The National Lottery Commission (NLC) has provisionally rejected UK lottery operator Camelot’s proposals to offer ancillary services, including mobile top-ups, through its network of terminals
NLC said it had opted to refuse consent on the grounds of EU and competition law issues raised. It added that “other issues” were also a factor in its decision, although it has not finished considering these issues as it has preliminarily refused consent on EU and competition law grounds.
The preliminary, or ‘minded to’, decision gives interested parties, namely Camelot, Payzone, PayPoint and epay, until September 3 to submit written responses.
Mobile top-ups are part of a wider commercial services proposal made by Camelot alongside sales of international calling cards, bill payments, electronic fund transfers and ‘Tap & Wave’, payments made using contactless technology.
Camelot said its proposal would deliver choice and convenience for customers as 96 per cent of the UK adult population live or work within two miles of a National Lottery outlet, as well as better terms and choice for retailers and additional funds for the National Lottery Good Causes fund through a new revenue stream.
However, NLC said the contribution to Good Causes offered by ancillary services would amount to a small percentage of the total raised by Camelot’s core activities, which raise £1.6 billion annually, and could take up to two years to trickle through due to “the likely litigation in relation to any grant of consent”.
Moreover, NLC noted the reputation of the National Lottery could be at risk in the event of a successful challenge to any decision, and said the additional costs attributable to its decision, such as undertaking deeper research into the likelihood of breaching EU and competition law and defending any legal challenge were prohibitive.
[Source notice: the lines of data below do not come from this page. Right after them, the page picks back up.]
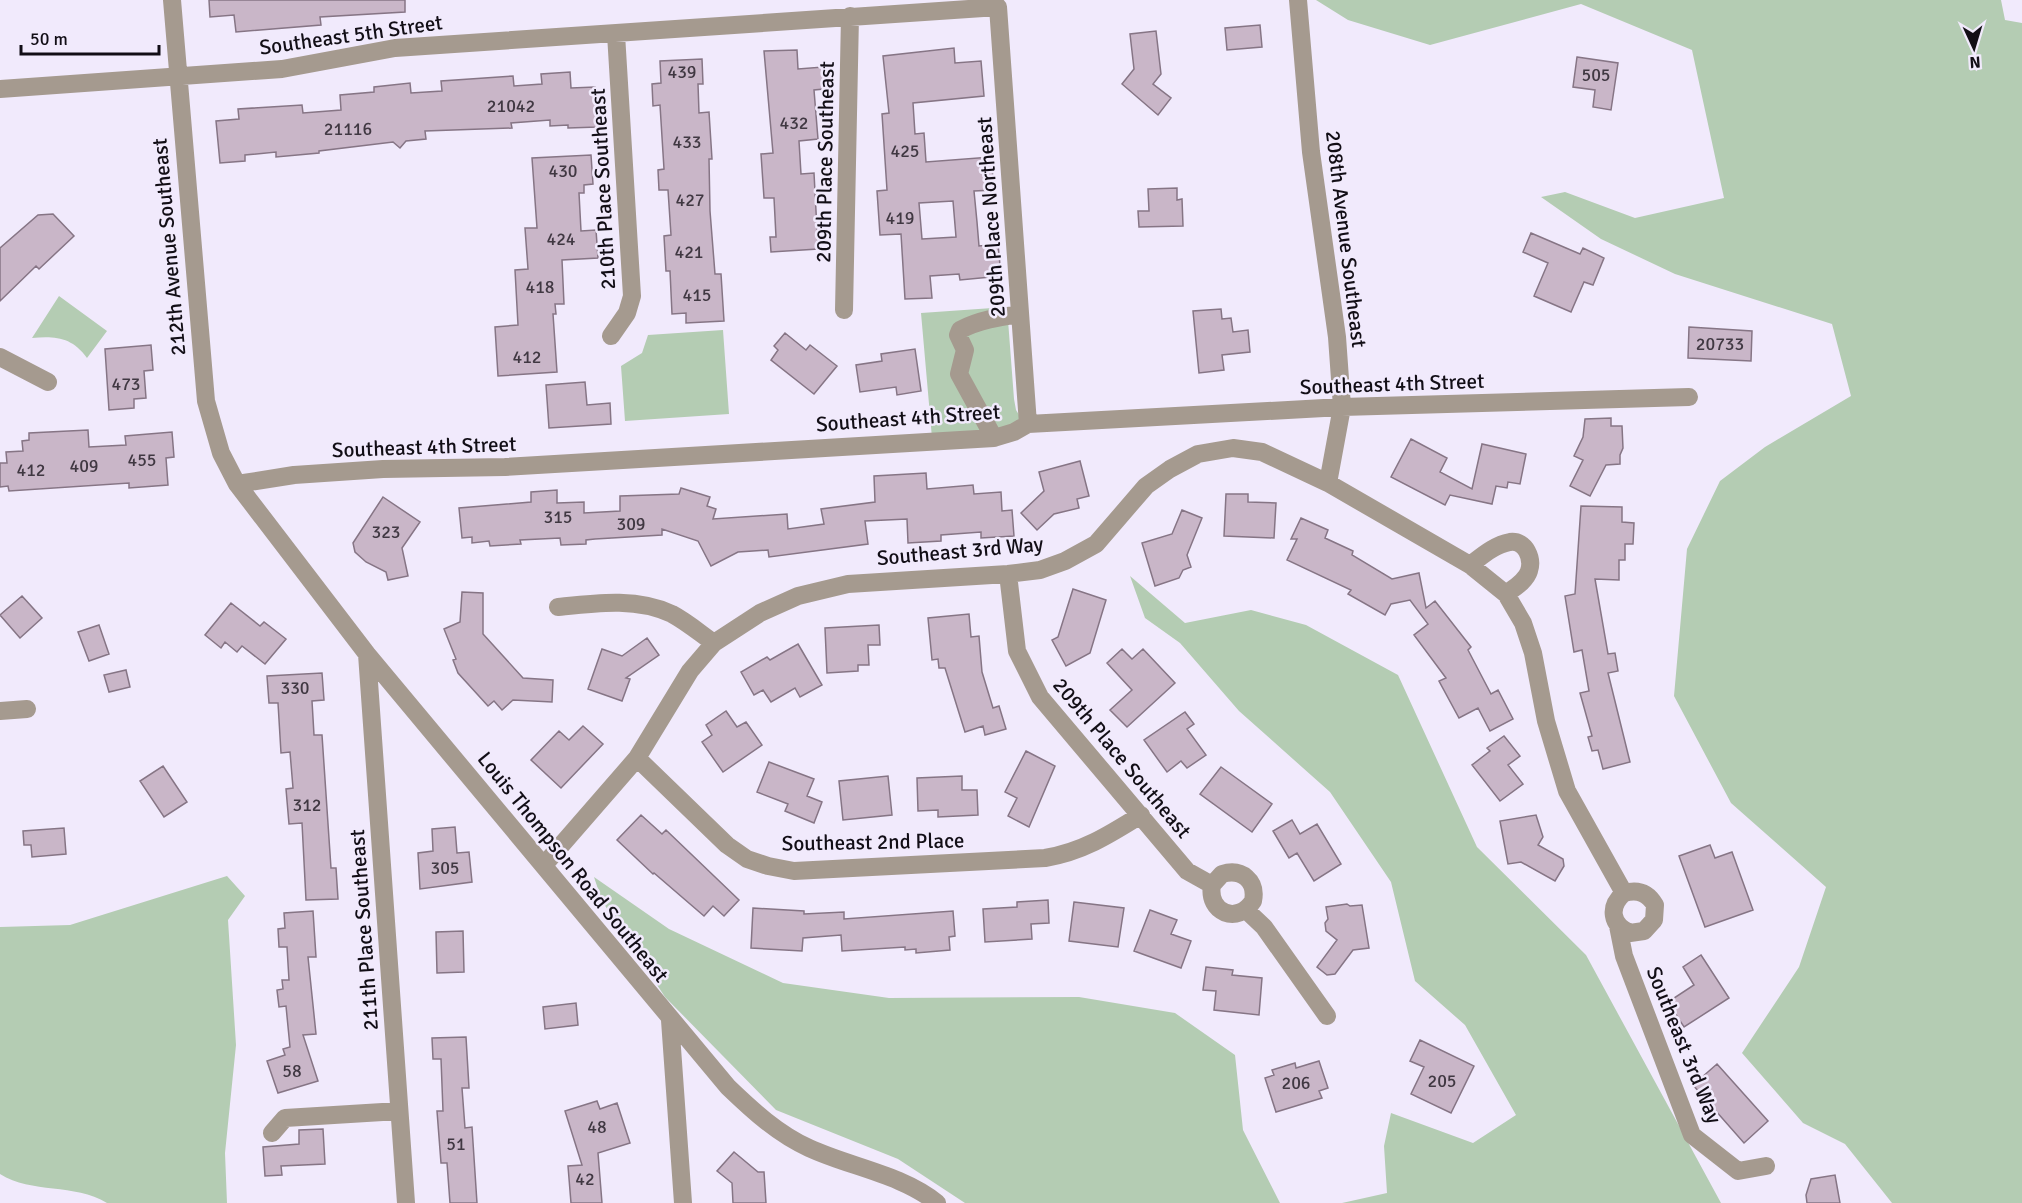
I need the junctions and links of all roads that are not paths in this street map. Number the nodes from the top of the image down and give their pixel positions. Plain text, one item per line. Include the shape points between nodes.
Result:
1 (172, 0) edge
2 (1298, 0) edge
3 (998, 7) joint
4 (850, 16) junction
5 (616, 34) junction
6 (177, 77) junction
7 (0, 89) edge
8 (844, 310) dead end
9 (1020, 314) junction
10 (611, 336) dead end
11 (0, 357) edge
12 (48, 381) dead end
13 (1689, 397) dead end
14 (1342, 407) junction
15 (1028, 424) junction
16 (994, 438) junction
17 (1328, 483) junction
18 (237, 484) junction
19 (1470, 565) junction
20 (1008, 574) junction
21 (1506, 594) junction
22 (558, 607) dead end
23 (714, 643) junction
24 (367, 654) junction
25 (27, 709) dead end
26 (0, 711) edge
27 (637, 758) junction
28 (1141, 815) junction
29 (544, 865) junction
30 (1212, 885) junction
31 (1624, 893) junction
32 (1246, 910) junction
33 (1618, 926) junction
34 (1327, 1016) dead end
35 (670, 1020) junction
36 (399, 1111) junction
37 (272, 1133) dead end
38 (1766, 1166) dead end
39 (406, 1203) edge
40 (683, 1203) edge
41 (937, 1203) edge

1 - 6 street, 212th Avenue Southeast
2 - 14 street, 208th Avenue Southeast via 1311,152 1337,337
3 - 4 street, Southeast 5th Street
3 - 9 street, 209th Place Northeast
4 - 5 street, Southeast 5th Street
4 - 8 street, 209th Place Southeast
5 - 6 street, Southeast 5th Street via 395,48 282,69
5 - 10 street, 210th Place Southeast via 632,296 627,313
6 - 7 street, Southeast 5th Street
6 - 18 street, 212th Avenue Southeast via 206,401 218,444
9 - 15 street, 209th Place Northeast
9 - 16 street via 979,321 960,330 958,335 965,350 959,374
11 - 12 street
13 - 14 street, Southeast 4th Street
14 - 15 street, Southeast 4th Street
14 - 17 street, 208th Avenue Southeast
15 - 16 street, Southeast 4th Street
16 - 18 street, Southeast 4th Street via 505,467 383,469 294,475
17 - 19 street, Southeast 3rd Way
17 - 20 street, Southeast 3rd Way via 1262,452 1233,448 1198,454 1146,486 1083,554 1040,570
18 - 24 street, Louis Thompson Road Southeast
19 - 21 street, Southeast 3rd Way
19 - 21 street via 1490,549 1510,542 1526,548 1531,559 1529,573
20 - 23 street, Southeast 3rd Way via 820,589 760,613
20 - 28 street, 209th Place Southeast via 1013,630 1026,673 1040,697
21 - 31 street, Southeast 3rd Way via 1523,622 1533,653 1546,721 1567,791
22 - 23 street via 602,603 646,606 672,614
23 - 27 street, Southeast 3rd Way via 690,671
24 - 29 street, Louis Thompson Road Southeast
24 - 36 street, 211th Place Southeast
25 - 26 street
27 - 28 street, Southeast 2nd Place via 727,845 747,859 794,871 1054,857 1090,846
27 - 29 street, Southeast 3rd Way
28 - 30 street, 209th Place Southeast via 1187,871
29 - 35 street, Louis Thompson Road Southeast
30 - 32 street via 1212,900 1221,912 1236,915
30 - 32 street via 1222,874 1244,875 1254,894
31 - 33 street, Southeast 3rd Way via 1613,912
31 - 33 street via 1646,894 1655,905 1654,920 1638,933
32 - 34 street via 1264,927
33 - 38 street, Southeast 3rd Way via 1624,956 1692,1135 1738,1171
35 - 40 street
35 - 41 street, Louis Thompson Road Southeast via 728,1087 777,1130 808,1148 909,1186
36 - 37 street via 285,1118
36 - 39 street, 211th Place Southeast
It also said any financial expenses incurred would be met by a reduction in sum available for good causes.
In a statement in response to NLC’s decision, Camelot said: “We firmly believe that NLC’s preliminary position is flawed and remain absolutely confident that our proposals do not breach either European or competition law.
“We are disappointed that NLC has failed to reach a definitive decision – instead choosing to further extend the process, which will delay the generation of additional funds for Good Causes, and benefits for retailers and consumers. We remain convinced that our detailed and carefully-considered plans, based on thorough and robust legal advice, should allow us to offer commercial services through National Lottery retailers.”
Rival PayPoint welcomed NLC’s decision, and saw its share price rise by more than 25 per cent as the market responded positively to the decision after concerns about large-scale competition.
Chief executive Dominic Taylor said: “This is a victory for local shops, including sub-post offices, whose earnings and footfall would be undermined by this proposal. Today’s decision should protect vulnerable people from the increased temptation to gamble.
“It would be entirely wrong if Camelot were to be allowed to exploit its monopoly position, and we are pleased that NLC has accepted the compelling arguments that the proposal would have distorted competition in the bill payments sector.”